• [The task]: An exact transcription of the entries is required, with none of the pictures carried over.

[[ Input for this task, beginning ]]

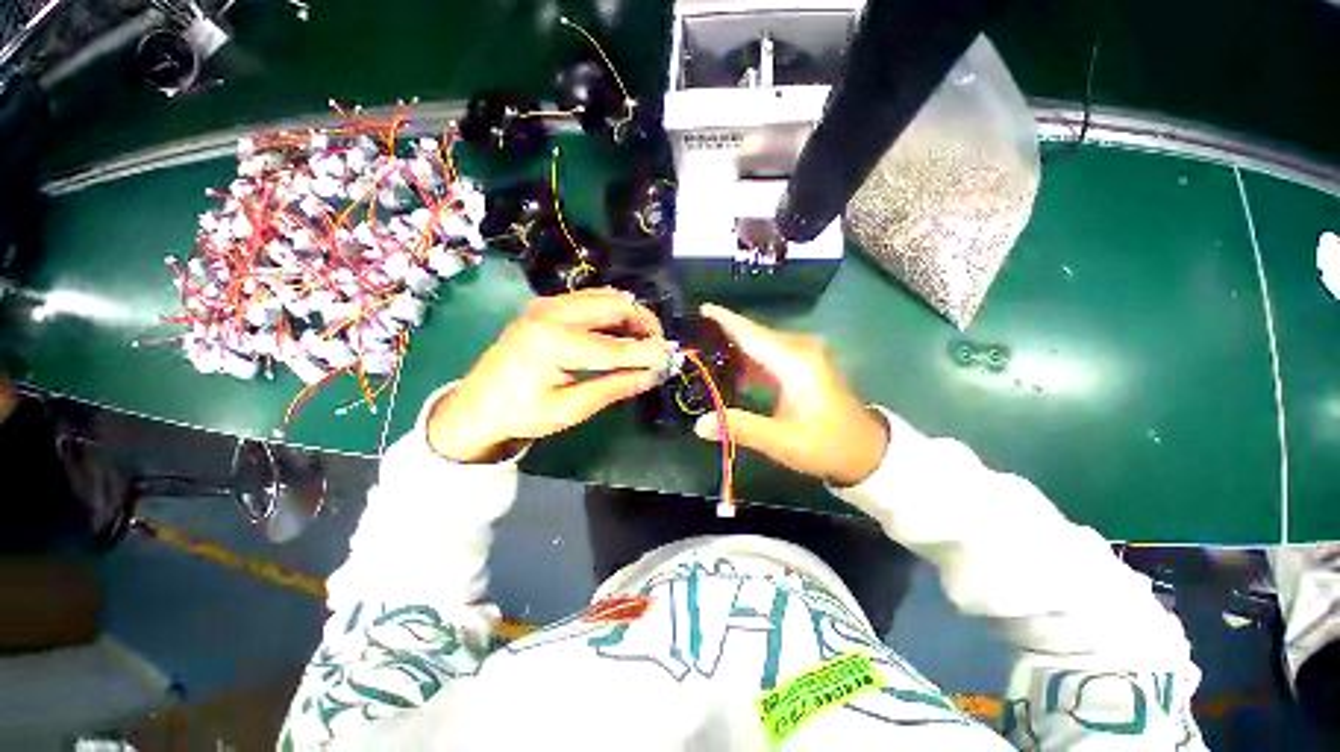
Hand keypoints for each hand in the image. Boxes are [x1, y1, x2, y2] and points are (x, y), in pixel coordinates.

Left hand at [427, 288, 666, 461]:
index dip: (648, 353)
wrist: (476, 406)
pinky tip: (619, 334)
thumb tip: (654, 374)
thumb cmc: (522, 414)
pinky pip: (592, 299)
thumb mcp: (571, 409)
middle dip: (645, 324)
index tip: (671, 360)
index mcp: (553, 343)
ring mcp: (547, 304)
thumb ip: (616, 387)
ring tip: (643, 342)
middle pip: (615, 305)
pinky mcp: (546, 305)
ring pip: (606, 297)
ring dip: (631, 316)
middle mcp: (551, 313)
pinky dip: (613, 313)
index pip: (616, 346)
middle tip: (659, 348)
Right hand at [693, 304, 888, 486]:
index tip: (698, 308)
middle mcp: (798, 350)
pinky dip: (743, 359)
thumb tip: (699, 424)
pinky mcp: (799, 366)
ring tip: (698, 350)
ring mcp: (800, 356)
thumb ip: (741, 428)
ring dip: (730, 346)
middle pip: (752, 334)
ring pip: (757, 344)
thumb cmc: (828, 445)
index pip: (752, 333)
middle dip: (720, 333)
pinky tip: (724, 368)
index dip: (724, 320)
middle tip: (687, 338)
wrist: (865, 451)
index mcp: (795, 362)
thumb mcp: (783, 441)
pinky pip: (765, 355)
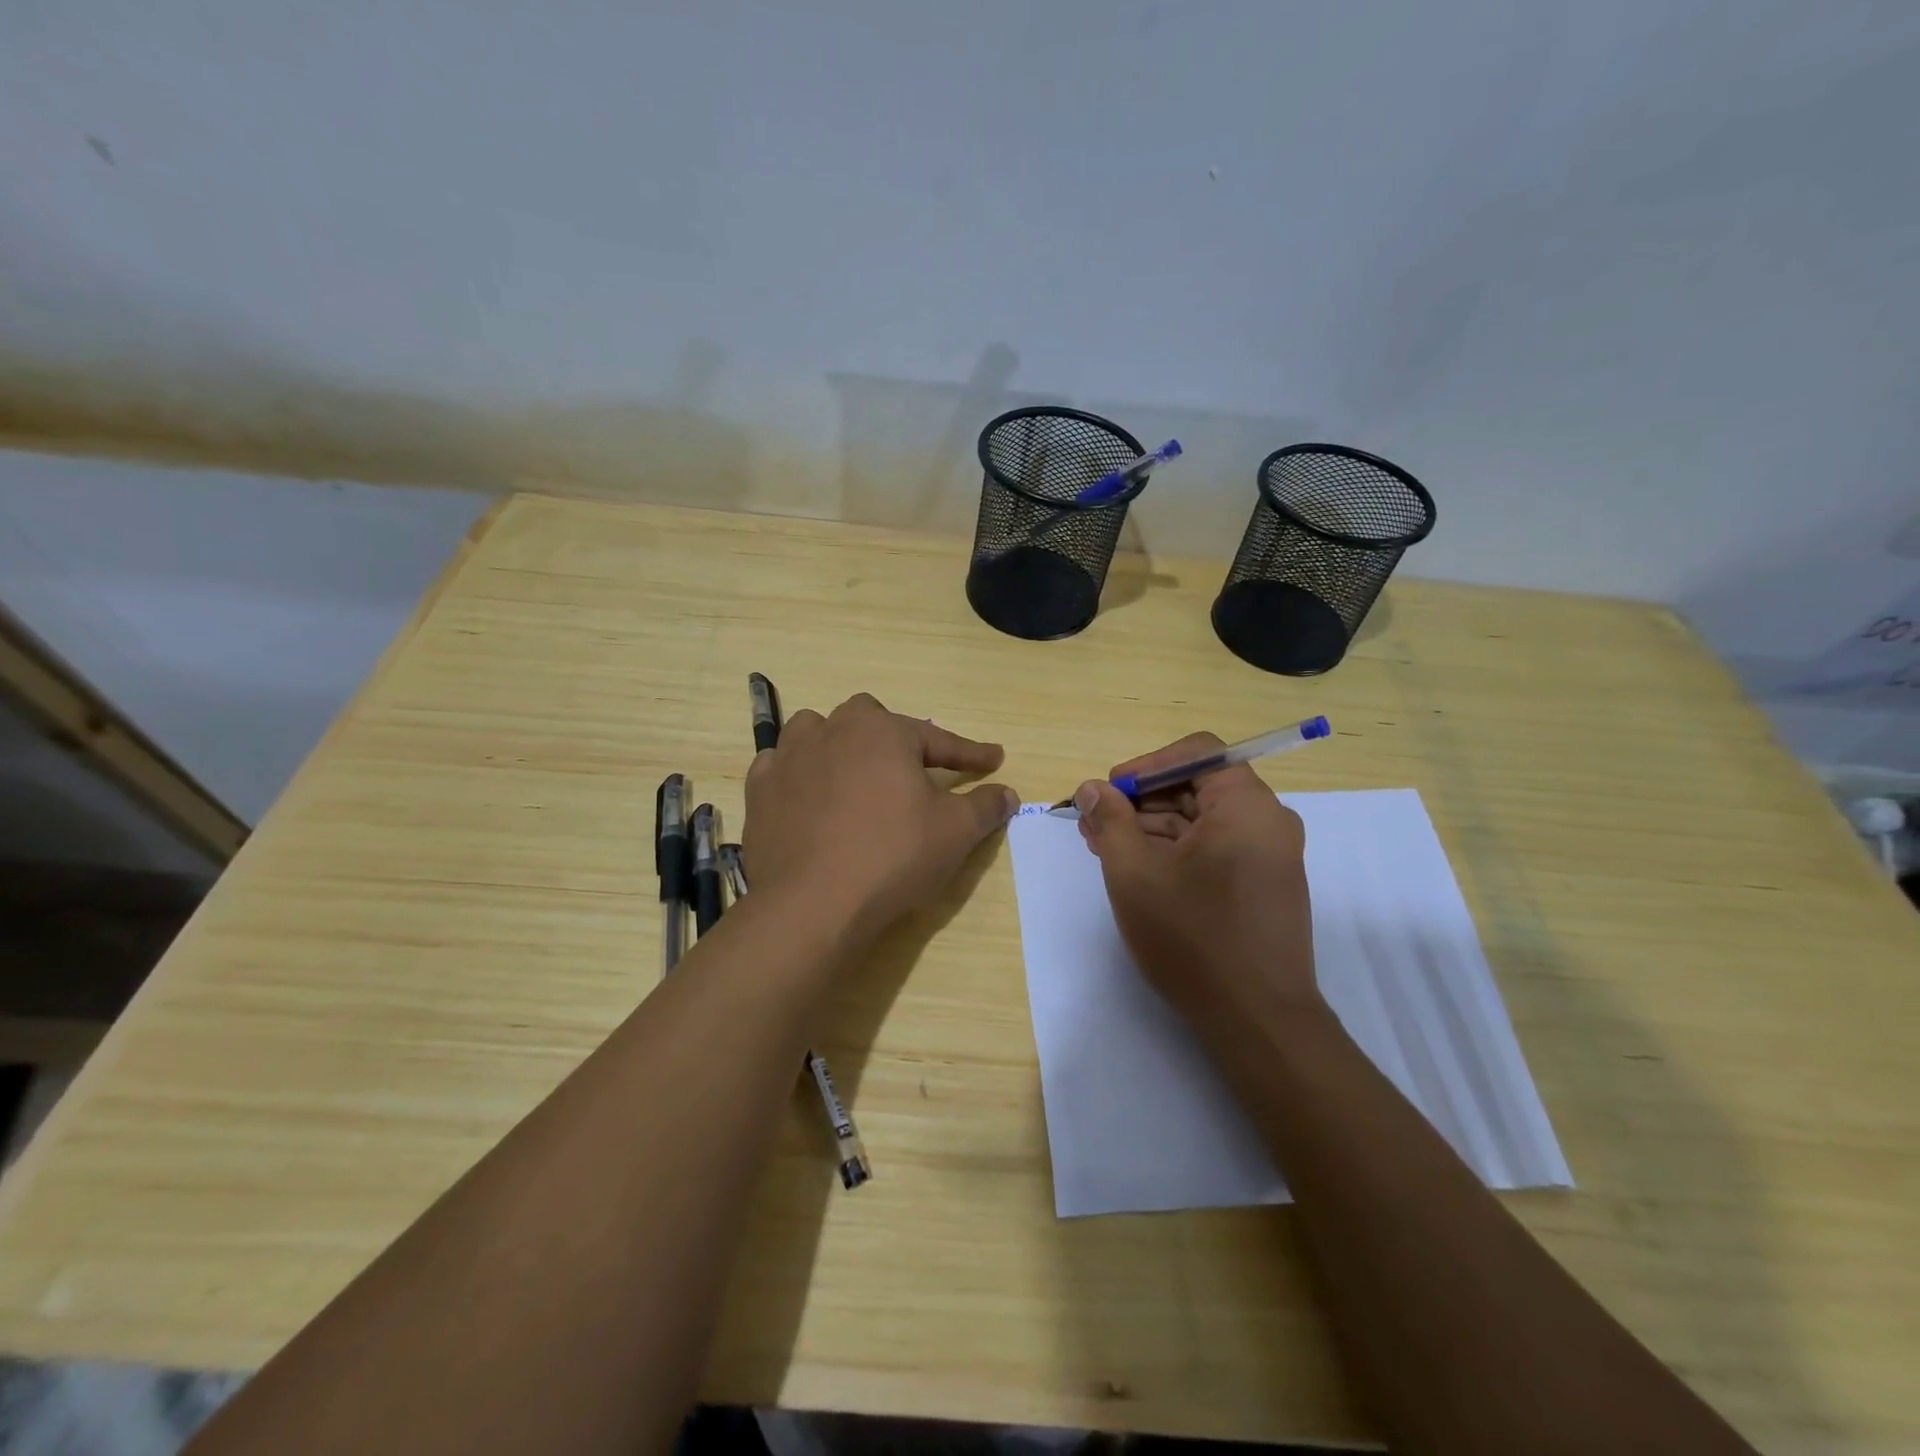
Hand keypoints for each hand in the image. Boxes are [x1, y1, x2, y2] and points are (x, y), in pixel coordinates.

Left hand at [743, 693, 1016, 944]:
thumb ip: (985, 806)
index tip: (994, 759)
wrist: (812, 904)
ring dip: (837, 745)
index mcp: (882, 731)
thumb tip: (1008, 793)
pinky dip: (798, 775)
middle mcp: (832, 731)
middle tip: (910, 769)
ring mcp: (789, 759)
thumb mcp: (955, 832)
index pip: (938, 738)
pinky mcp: (760, 792)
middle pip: (868, 719)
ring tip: (852, 772)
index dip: (970, 752)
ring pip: (816, 732)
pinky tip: (807, 796)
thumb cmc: (892, 856)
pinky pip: (780, 768)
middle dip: (893, 737)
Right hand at [1074, 733, 1322, 1035]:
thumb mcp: (1134, 873)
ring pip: (1203, 820)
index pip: (1198, 752)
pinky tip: (1139, 871)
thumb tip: (1092, 789)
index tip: (1110, 792)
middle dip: (1141, 800)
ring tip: (1105, 849)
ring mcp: (1270, 856)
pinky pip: (1215, 848)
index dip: (1146, 765)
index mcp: (1247, 806)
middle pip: (1198, 786)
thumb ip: (1110, 821)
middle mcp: (1268, 822)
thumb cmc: (1193, 938)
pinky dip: (1176, 851)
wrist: (1257, 1022)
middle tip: (1095, 824)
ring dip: (1152, 827)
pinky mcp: (1263, 886)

[[ Input for this task, end ]]

• [Response below]:
Hand keypoints for each hand in the image. Boxes are [x1, y1, x2, y2] and points are (x, y), in pixel coordinates.

Left hand at [427, 288, 666, 461]:
index dip: (648, 353)
wrist: (476, 406)
pinky tip: (619, 334)
thumb tip: (654, 374)
thumb cmc: (522, 414)
pinky pip: (592, 299)
thumb mcp: (571, 409)
middle dip: (645, 324)
index tip: (671, 360)
index mcp: (553, 343)
ring mcp: (547, 304)
thumb ip: (616, 387)
ring tip: (643, 342)
middle pip: (615, 305)
pinky mcp: (546, 305)
ring pip: (606, 297)
ring dip: (631, 316)
middle mcp: (551, 313)
pinky dip: (613, 313)
index pip: (616, 346)
middle tip: (659, 348)
Right hand at [693, 304, 888, 486]:
index tip: (698, 308)
middle mcp: (798, 350)
pinky dip: (743, 359)
thumb tip: (699, 424)
pinky mcp: (799, 366)
ring tip: (698, 350)
ring mcp: (800, 356)
thumb ip: (741, 428)
ring dip: (730, 346)
middle pip: (752, 334)
ring pip: (757, 344)
thumb cmc: (828, 445)
index pip: (752, 333)
middle dip: (720, 333)
pinky tip: (724, 368)
index dip: (724, 320)
middle tip: (687, 338)
wrist: (865, 451)
index mcp: (795, 362)
thumb mcp: (783, 441)
pinky pip: (765, 355)
Hand keypoints for each hand in the image. Boxes are [x1, y1, x2, y2] and points are (x, y), in pixel coordinates.

Left hand at [743, 693, 1016, 944]:
thumb ip: (985, 806)
index tip: (994, 759)
wrist: (812, 904)
ring dip: (837, 745)
index mcp: (882, 731)
thumb tip: (1008, 793)
pinky dip: (798, 775)
middle mcp: (832, 731)
middle tip: (910, 769)
ring mcp: (789, 759)
thumb mcp: (955, 832)
index pip: (938, 738)
pinky mcp: (760, 792)
middle pip: (868, 719)
ring tip: (852, 772)
index dip: (970, 752)
ring pip: (816, 732)
pinky tip: (807, 796)
thumb cmc: (892, 856)
pinky pip: (780, 768)
middle dip: (893, 737)
Right hand at [1074, 733, 1322, 1035]:
thumb mcp: (1134, 873)
ring pip: (1203, 820)
index pip: (1198, 752)
pinky tip: (1139, 871)
thumb tip: (1092, 789)
index tip: (1110, 792)
middle dip: (1141, 800)
ring tip: (1105, 849)
ring mcp: (1270, 856)
pinky pip: (1215, 848)
index dip: (1146, 765)
index mcp: (1247, 806)
middle pip: (1198, 786)
thumb ip: (1110, 821)
middle mcp: (1268, 822)
thumb cmc: (1193, 938)
pinky dip: (1176, 851)
wrist: (1257, 1022)
middle tip: (1095, 824)
ring dip: (1152, 827)
pinky mcp: (1263, 886)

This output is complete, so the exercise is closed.